Für Reinigungsmitteln im Haushalt gilt ähnliches: für Küche, Wohnung, Bad je eines würde reichen. Warum meinen wir, mehrere verschiedene zu brauchen? Warum üben wir mehr Zurückhaltung vor unseren inneren Themen als vor Haushalts-Chemie? Wer hat uns beigebracht, an ihre Nützlichkeit und Notwendigkeit zu glauben? Ist uns vielleicht äußere Reinigung willkommener als innere Reinigung? Warum ist uns Seelenhygiene kaum ein Gedanke wert, aber Körperhygiene so wichtig?

Kurz nach-denken und neu entscheiden.

Wer es probieren will: Man muss der Natur ca. zwei Wochen Übergangsfrist gönnen, in der wir eine vorübergehende Verschlechterung akzeptieren (die natürlichen Mechanismen der Haut müssen sich erst wieder einstellen). Wenn über diesen Zeitraum hinaus ein unangenehmer Körpergeruch bleibt, dann wäre über Ernährung und Lebensweise nachzudenken (ein nach-denkens-wertes Signal, wenn man sich selbst nicht riechen kann und die Wäsche eines Büromenschen jeden Tag gewechselt werden muss; Stress stinkt nämlich, Fehlernährung auch - seien wir dankbar für die wieder wahrnehmbaren, hilfreichen Hinweise unseres Körpers!). Zusätzlich könnte man über eine begleitende, gründliche Entgiftung des Körpers nachdenken (Leber, Galle, Niere, Lymphe). Zum Entgiften gibt es viele Mittel und Methoden in der Alternativmedizin und ein guter Heilpraktiker kann euch da entsprechend beraten. Probiert es aus, nur das Ergebnis kann euch überzeugen; Lesen und Urteilen auf der Basis alter Erfahrungen bedeutet nichts.
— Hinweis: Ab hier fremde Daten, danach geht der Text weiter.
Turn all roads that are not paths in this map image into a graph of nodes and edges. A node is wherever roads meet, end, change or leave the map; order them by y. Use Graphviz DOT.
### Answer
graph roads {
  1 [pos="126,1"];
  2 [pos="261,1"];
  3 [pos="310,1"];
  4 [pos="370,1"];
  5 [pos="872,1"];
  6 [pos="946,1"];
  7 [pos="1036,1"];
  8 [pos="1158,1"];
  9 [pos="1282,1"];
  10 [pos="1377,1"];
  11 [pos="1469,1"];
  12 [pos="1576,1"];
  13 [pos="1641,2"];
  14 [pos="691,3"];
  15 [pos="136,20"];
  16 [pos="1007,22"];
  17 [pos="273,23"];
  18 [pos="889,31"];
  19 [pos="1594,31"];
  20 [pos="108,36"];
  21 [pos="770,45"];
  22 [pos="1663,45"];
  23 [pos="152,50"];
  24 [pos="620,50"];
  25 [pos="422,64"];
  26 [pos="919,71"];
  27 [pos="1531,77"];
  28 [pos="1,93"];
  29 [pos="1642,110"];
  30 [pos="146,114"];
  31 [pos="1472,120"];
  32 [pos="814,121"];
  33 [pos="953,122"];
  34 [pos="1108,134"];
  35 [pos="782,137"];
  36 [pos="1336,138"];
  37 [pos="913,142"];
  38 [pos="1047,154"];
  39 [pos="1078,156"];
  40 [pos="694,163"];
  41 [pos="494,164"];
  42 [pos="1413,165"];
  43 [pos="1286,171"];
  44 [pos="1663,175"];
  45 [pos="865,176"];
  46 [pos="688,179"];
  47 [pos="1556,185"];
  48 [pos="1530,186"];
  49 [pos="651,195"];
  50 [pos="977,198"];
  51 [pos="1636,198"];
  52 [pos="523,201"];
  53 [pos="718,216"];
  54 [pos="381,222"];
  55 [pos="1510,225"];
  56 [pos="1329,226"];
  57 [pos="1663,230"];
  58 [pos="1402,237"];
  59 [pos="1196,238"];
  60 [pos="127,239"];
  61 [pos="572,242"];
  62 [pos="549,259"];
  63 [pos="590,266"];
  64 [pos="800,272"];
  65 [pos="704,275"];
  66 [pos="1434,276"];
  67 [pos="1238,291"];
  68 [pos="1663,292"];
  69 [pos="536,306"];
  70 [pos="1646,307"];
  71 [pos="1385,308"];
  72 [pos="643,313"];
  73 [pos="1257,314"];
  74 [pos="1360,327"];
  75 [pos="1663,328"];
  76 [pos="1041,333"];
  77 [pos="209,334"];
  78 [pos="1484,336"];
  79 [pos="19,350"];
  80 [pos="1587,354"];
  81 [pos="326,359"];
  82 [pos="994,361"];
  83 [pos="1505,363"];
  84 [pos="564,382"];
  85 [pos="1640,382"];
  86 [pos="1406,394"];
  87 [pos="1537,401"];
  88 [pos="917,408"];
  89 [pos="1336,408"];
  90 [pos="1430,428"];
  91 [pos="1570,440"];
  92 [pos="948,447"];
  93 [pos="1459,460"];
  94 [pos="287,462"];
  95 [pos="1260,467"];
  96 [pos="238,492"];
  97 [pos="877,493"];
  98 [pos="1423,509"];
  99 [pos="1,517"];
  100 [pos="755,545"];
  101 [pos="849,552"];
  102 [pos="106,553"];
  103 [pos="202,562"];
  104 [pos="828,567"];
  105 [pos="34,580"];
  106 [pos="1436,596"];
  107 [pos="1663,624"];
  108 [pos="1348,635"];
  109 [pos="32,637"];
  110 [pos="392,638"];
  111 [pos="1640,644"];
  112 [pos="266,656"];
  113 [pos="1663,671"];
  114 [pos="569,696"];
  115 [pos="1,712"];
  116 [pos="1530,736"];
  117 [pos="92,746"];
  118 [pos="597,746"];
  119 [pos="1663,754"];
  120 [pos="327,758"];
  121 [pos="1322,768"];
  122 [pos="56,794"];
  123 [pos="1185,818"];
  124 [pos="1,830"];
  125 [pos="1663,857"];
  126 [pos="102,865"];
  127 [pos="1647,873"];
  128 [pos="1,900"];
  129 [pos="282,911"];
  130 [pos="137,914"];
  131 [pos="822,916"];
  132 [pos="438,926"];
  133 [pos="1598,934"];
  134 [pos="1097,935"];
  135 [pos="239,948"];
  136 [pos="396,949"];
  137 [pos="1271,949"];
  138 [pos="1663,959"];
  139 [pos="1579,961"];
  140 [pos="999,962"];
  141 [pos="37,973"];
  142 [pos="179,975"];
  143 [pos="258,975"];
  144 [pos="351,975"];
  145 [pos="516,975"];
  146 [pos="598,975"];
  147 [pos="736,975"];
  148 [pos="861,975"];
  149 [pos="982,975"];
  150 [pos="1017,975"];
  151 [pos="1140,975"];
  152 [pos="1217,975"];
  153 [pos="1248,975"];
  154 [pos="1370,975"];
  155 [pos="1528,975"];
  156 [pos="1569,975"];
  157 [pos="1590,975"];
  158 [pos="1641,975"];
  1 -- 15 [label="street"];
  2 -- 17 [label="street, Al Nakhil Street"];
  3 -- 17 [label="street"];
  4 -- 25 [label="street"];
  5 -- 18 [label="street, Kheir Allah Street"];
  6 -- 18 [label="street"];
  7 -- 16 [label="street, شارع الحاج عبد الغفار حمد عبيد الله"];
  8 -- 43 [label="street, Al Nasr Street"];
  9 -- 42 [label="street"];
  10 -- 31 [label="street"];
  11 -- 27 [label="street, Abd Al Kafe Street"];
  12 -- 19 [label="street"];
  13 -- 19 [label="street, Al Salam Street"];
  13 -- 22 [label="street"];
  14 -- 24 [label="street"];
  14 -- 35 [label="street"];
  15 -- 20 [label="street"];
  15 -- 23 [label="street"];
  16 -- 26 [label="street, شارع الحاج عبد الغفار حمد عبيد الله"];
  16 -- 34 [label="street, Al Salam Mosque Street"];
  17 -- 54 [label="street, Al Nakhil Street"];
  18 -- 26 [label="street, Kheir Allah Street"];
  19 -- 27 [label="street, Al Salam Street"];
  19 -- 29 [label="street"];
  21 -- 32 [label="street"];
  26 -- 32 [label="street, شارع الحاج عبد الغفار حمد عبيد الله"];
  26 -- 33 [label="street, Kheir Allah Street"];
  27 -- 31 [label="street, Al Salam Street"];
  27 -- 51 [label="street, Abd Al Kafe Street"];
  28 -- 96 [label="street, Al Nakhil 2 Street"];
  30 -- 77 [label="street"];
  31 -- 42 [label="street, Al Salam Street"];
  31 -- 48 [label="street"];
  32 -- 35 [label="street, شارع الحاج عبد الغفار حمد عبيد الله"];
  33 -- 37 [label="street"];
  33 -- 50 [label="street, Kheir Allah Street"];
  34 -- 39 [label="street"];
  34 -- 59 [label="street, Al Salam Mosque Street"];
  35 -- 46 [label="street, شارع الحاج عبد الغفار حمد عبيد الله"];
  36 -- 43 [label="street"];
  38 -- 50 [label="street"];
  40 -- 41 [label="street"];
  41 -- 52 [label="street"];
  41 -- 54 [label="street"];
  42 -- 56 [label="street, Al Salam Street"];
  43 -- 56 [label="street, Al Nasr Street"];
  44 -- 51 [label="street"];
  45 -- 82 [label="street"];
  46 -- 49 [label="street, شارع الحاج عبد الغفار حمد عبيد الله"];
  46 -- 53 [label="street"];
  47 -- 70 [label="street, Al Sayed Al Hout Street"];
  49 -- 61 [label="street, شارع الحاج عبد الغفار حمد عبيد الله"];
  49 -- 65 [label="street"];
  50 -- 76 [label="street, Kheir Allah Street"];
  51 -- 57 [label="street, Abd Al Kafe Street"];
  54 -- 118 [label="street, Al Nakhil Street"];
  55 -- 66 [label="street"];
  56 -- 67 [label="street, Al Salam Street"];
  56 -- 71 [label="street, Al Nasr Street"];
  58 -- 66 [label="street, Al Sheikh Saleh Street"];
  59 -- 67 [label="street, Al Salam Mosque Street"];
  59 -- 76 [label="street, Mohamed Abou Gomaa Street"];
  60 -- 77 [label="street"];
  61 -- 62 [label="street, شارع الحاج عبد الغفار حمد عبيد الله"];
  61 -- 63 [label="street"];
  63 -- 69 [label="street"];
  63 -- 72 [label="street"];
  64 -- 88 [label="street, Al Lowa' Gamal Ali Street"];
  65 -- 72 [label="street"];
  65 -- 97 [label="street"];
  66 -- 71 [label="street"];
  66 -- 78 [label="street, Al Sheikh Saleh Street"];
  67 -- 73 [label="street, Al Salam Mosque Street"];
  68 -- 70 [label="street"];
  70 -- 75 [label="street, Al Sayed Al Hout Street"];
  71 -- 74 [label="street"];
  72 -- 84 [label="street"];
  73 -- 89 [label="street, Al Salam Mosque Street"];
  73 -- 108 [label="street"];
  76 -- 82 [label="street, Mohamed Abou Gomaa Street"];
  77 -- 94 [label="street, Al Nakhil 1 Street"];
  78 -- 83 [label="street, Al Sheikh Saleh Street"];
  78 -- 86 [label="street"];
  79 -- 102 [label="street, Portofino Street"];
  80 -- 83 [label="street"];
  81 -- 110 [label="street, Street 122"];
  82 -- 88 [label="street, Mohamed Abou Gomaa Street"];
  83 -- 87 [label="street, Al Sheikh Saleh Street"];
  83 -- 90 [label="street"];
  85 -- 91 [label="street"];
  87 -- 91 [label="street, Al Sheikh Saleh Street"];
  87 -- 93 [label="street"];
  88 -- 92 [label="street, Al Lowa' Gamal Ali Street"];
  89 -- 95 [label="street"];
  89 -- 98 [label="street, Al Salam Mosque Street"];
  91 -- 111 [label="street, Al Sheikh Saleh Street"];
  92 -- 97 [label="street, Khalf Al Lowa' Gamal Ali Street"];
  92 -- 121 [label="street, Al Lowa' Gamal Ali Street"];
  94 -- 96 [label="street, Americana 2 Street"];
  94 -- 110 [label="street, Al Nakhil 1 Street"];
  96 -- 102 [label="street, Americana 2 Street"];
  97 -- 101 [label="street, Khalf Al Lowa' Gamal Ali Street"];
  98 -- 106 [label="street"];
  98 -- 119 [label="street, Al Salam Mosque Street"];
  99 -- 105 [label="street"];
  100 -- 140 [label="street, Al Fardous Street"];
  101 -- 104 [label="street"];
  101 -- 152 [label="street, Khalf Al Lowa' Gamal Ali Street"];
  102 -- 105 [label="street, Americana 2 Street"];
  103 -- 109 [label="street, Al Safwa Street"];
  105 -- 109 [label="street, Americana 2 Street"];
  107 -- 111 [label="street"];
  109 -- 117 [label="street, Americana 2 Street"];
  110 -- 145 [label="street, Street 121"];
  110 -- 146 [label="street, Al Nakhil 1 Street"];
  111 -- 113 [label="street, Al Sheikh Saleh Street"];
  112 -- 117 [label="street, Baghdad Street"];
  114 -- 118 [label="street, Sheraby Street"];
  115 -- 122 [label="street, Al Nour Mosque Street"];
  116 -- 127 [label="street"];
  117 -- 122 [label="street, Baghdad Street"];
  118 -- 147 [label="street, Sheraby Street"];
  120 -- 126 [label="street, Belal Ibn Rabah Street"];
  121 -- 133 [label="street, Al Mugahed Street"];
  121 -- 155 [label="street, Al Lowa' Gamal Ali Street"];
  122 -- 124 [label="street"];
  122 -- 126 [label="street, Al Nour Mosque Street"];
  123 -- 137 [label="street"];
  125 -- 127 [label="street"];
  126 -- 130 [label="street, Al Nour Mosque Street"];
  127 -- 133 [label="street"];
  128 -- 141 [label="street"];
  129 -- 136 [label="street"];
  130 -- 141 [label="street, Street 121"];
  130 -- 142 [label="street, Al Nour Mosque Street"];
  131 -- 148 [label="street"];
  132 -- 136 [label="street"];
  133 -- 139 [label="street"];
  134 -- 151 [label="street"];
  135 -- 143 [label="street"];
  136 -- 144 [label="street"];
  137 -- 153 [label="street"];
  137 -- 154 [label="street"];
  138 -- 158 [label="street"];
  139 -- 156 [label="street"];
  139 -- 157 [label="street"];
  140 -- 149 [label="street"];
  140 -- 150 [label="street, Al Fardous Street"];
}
Ich selbst habe vor kurzem mit Mercedes zusammen gefastet (sie 10 Tage, ich 7 Tage) nach der Anleitung des Dahlke-Buches, wie es in den Buch-Tipps steht. Es war eine herrliche Erfahrung und sehr befreiend. Wer hätte gedacht, dass die Verdauung so gut wie nicht stinkt, wenn der Darm durch das Fasten saniert ist und die Darmflora mit entsprechenden Präparaten wieder neu aufgebaut wird! Jetzt, etliche Wochen später, fühle ich mich immer noch leichter und freier wie vorher und meine Beweglichkeit hat zugenommen. Alleine zu wissen, dass sieben und mehr Tage ohne Nahrung überhaupt kein Problem darstellen (was man wirklich vermisst, sind die Geschmacksreize im Mund und das Esserlebnis, aber nicht die Nahrung im Bauch), bedeutet schon wieder eine vermeintliche Abhängigkeit weniger. Auch zu erleben, wie Hunger nach der Uhrzeit kommt und geht und unabhängig sein kann von der Nahrungsaufnahme, ist sehr aufschlussreich. Das beginnende Frühjahr ist genau die richtige Zeit für ein Heilfasten, probiert es aus! Ich werde in Zukunft wohl einmal im Jahr fasten, es tut zu gut. Nebenbei kann man geistig auch einiges loslassen.